Stored data:
■ ■ ■ ■

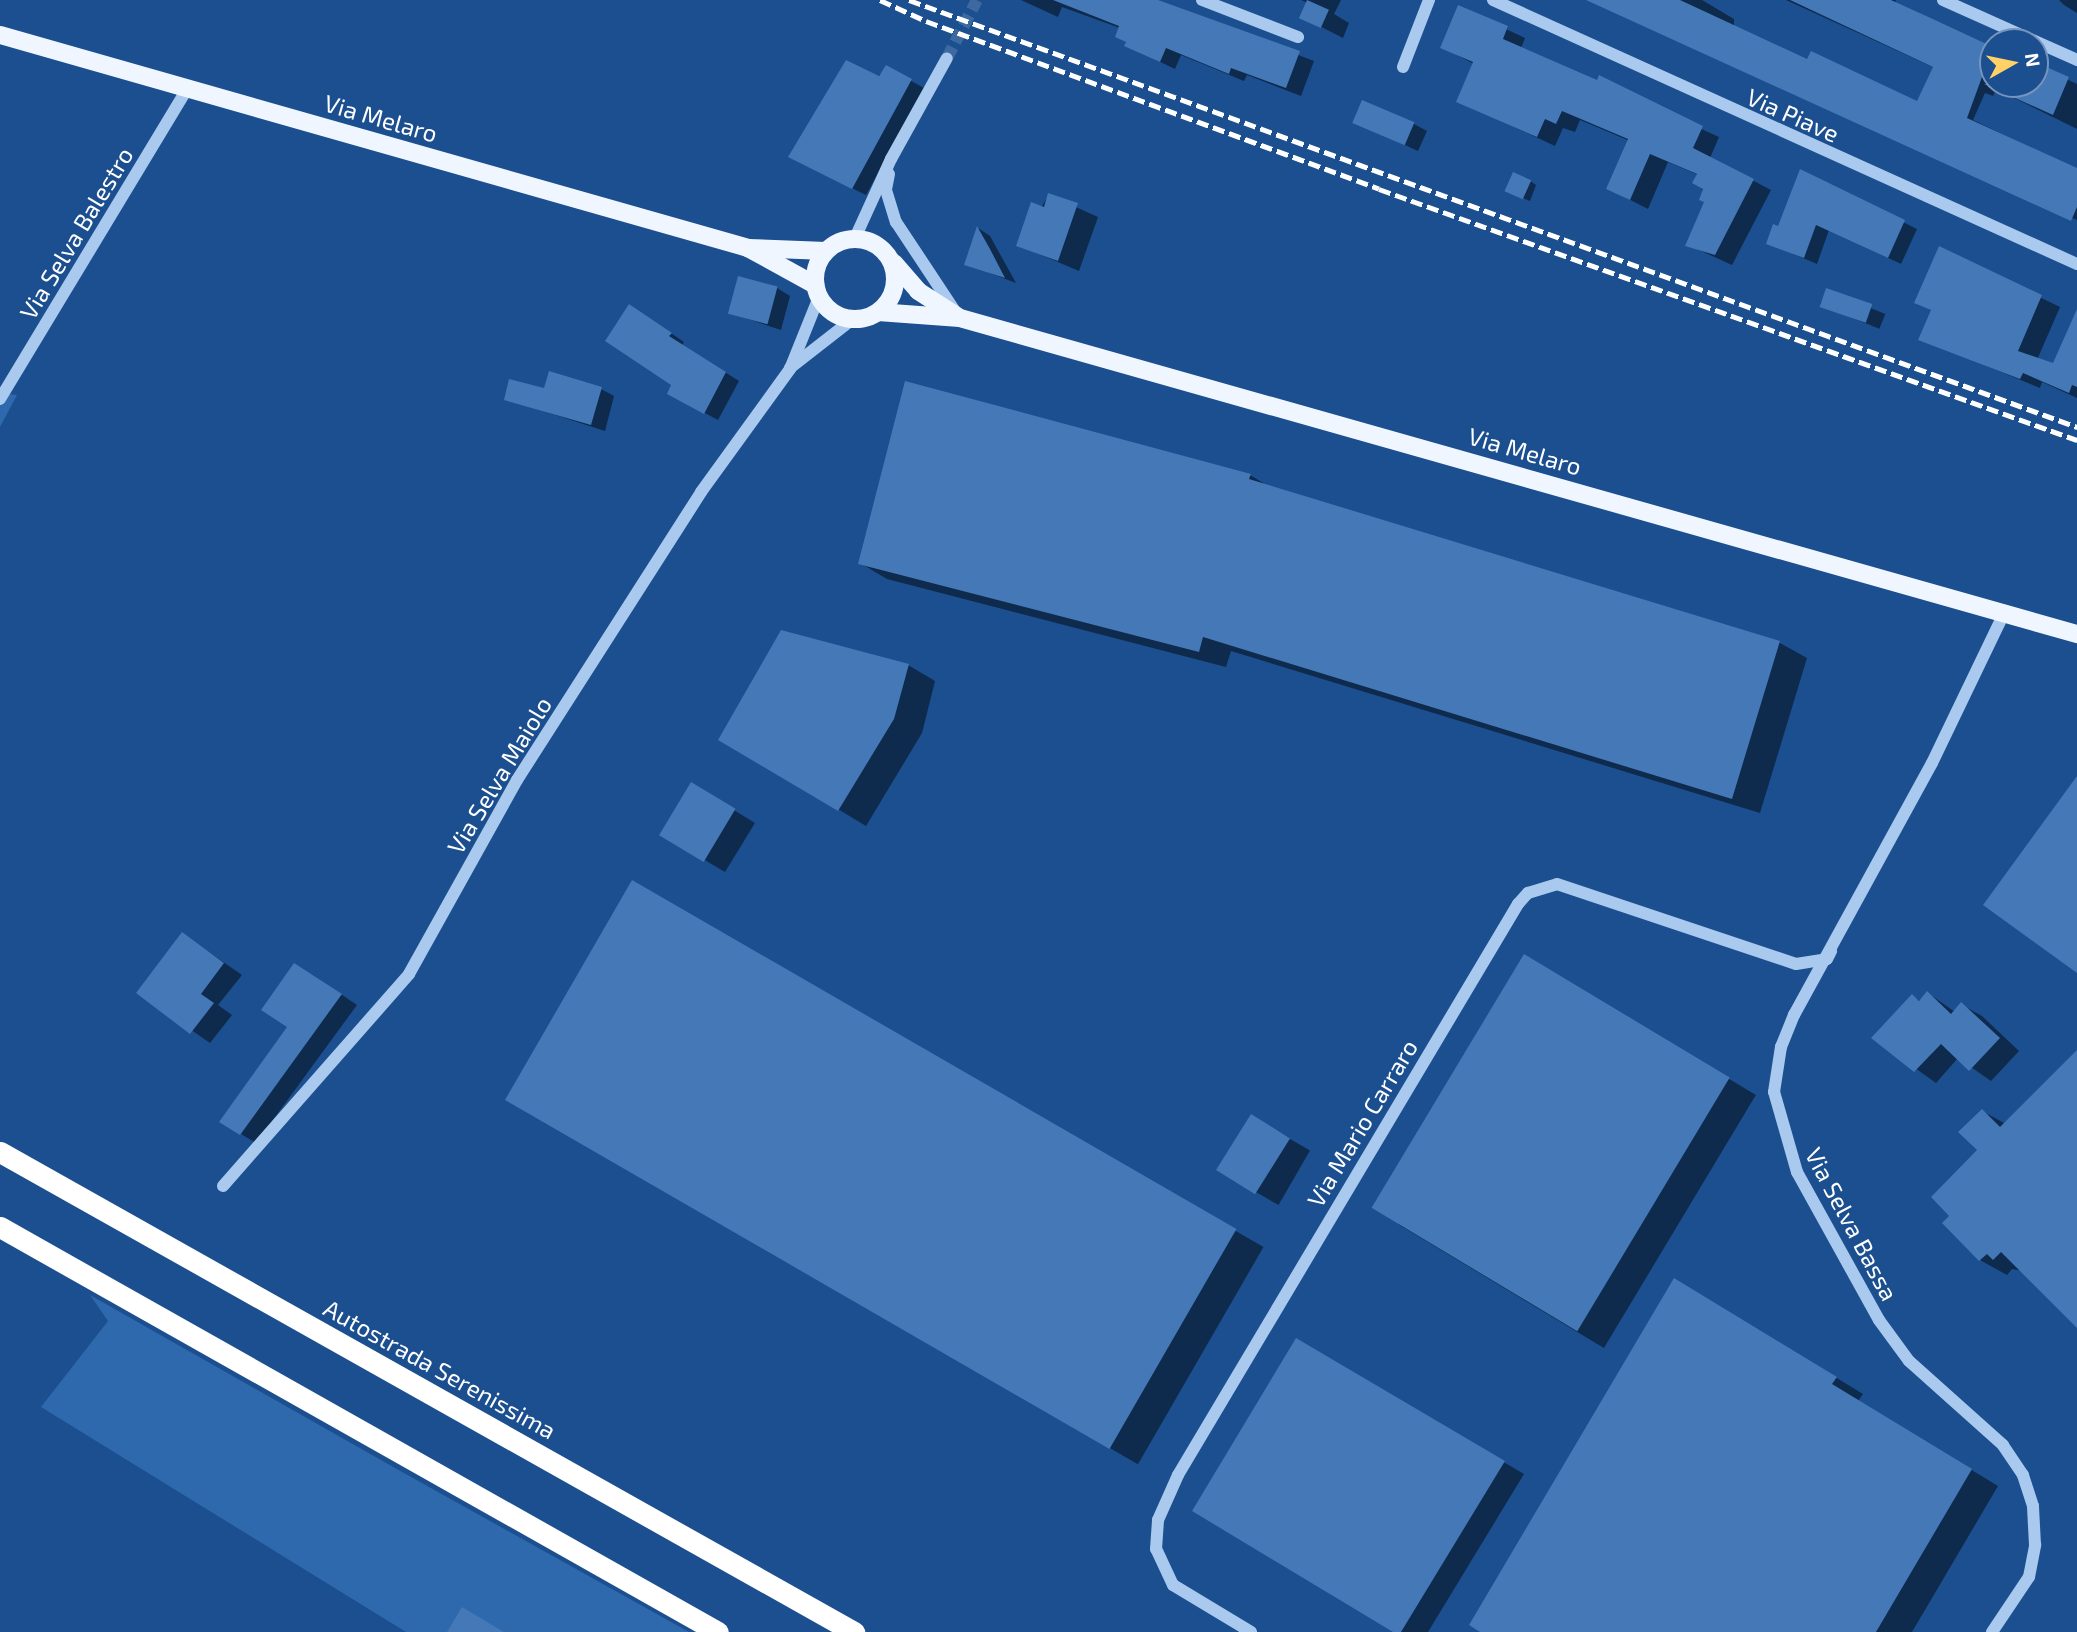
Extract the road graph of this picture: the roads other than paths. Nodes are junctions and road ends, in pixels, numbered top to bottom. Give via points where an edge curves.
1 (1202, 0) edge
2 (1429, 0) edge
3 (1493, 0) edge
4 (1943, 0) edge
5 (0, 35) edge
6 (1298, 37) dead end
7 (947, 58) tunnel mouth
8 (2077, 60) edge
9 (1403, 67) dead end
10 (187, 89) junction
11 (891, 159) junction
12 (855, 238) junction
13 (748, 248) junction
14 (826, 251) junction
15 (889, 257) junction
16 (2077, 264) edge
17 (817, 291) junction
18 (878, 312) junction
19 (960, 318) junction
20 (853, 319) junction
21 (790, 369) junction
22 (0, 399) edge
23 (2005, 611) junction
24 (2077, 634) edge
25 (1832, 951) junction
26 (0, 1152) edge
27 (223, 1186) dead end
28 (0, 1227) edge
29 (718, 1632) edge
30 (855, 1632) edge
31 (1251, 1632) edge
32 (1992, 1632) edge

1 - 6 street
2 - 9 street
3 - 16 street, Via Piave
4 - 8 street
5 - 10 main road, Via Melaro
7 - 11 street
10 - 13 main road, Via Melaro
10 - 22 street, Via Selva Balestro
11 - 12 street
11 - 19 street via 886,190 896,222
12 - 14 main road, Via Melaro
12 - 15 main road, Via Melaro via 869,241
13 - 14 main road, Via Melaro
13 - 17 main road, Via Melaro
14 - 17 main road via 819,261
15 - 18 main road via 894,268 893,293
15 - 19 main road, Via Melaro via 918,292
17 - 20 main road, Via Melaro via 833,313
17 - 21 street, Via Selva Maiolo
18 - 19 main road, Via Melaro
18 - 20 main road, Via Melaro
19 - 23 main road, Via Melaro
20 - 21 street, Via Selva Maiolo
21 - 27 street, Via Selva Maiolo via 701,492 517,780 409,974
23 - 24 main road, Via Melaro
23 - 25 street, Via Selva Bassa via 1932,763
25 - 31 street, Via Mario Carraro via 1827,959 1796,964 1558,884 1528,893 1518,904 1178,1475 1158,1520 1156,1549 1173,1585
25 - 32 street, Via Selva Bassa via 1794,1015 1781,1047 1774,1092 1780,1126 1797,1172 1879,1320 1909,1361 2003,1445 2023,1475 2033,1506 2035,1545 2029,1577
26 - 30 highway, Autostrada Serenissima
28 - 29 highway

■ ■ ■ ■

_THE PROBLEM:_ Scan the data above for the word "highway". Copy every line in which it is found.

_WORKED SOLUTION:_
26 - 30 highway, Autostrada Serenissima
28 - 29 highway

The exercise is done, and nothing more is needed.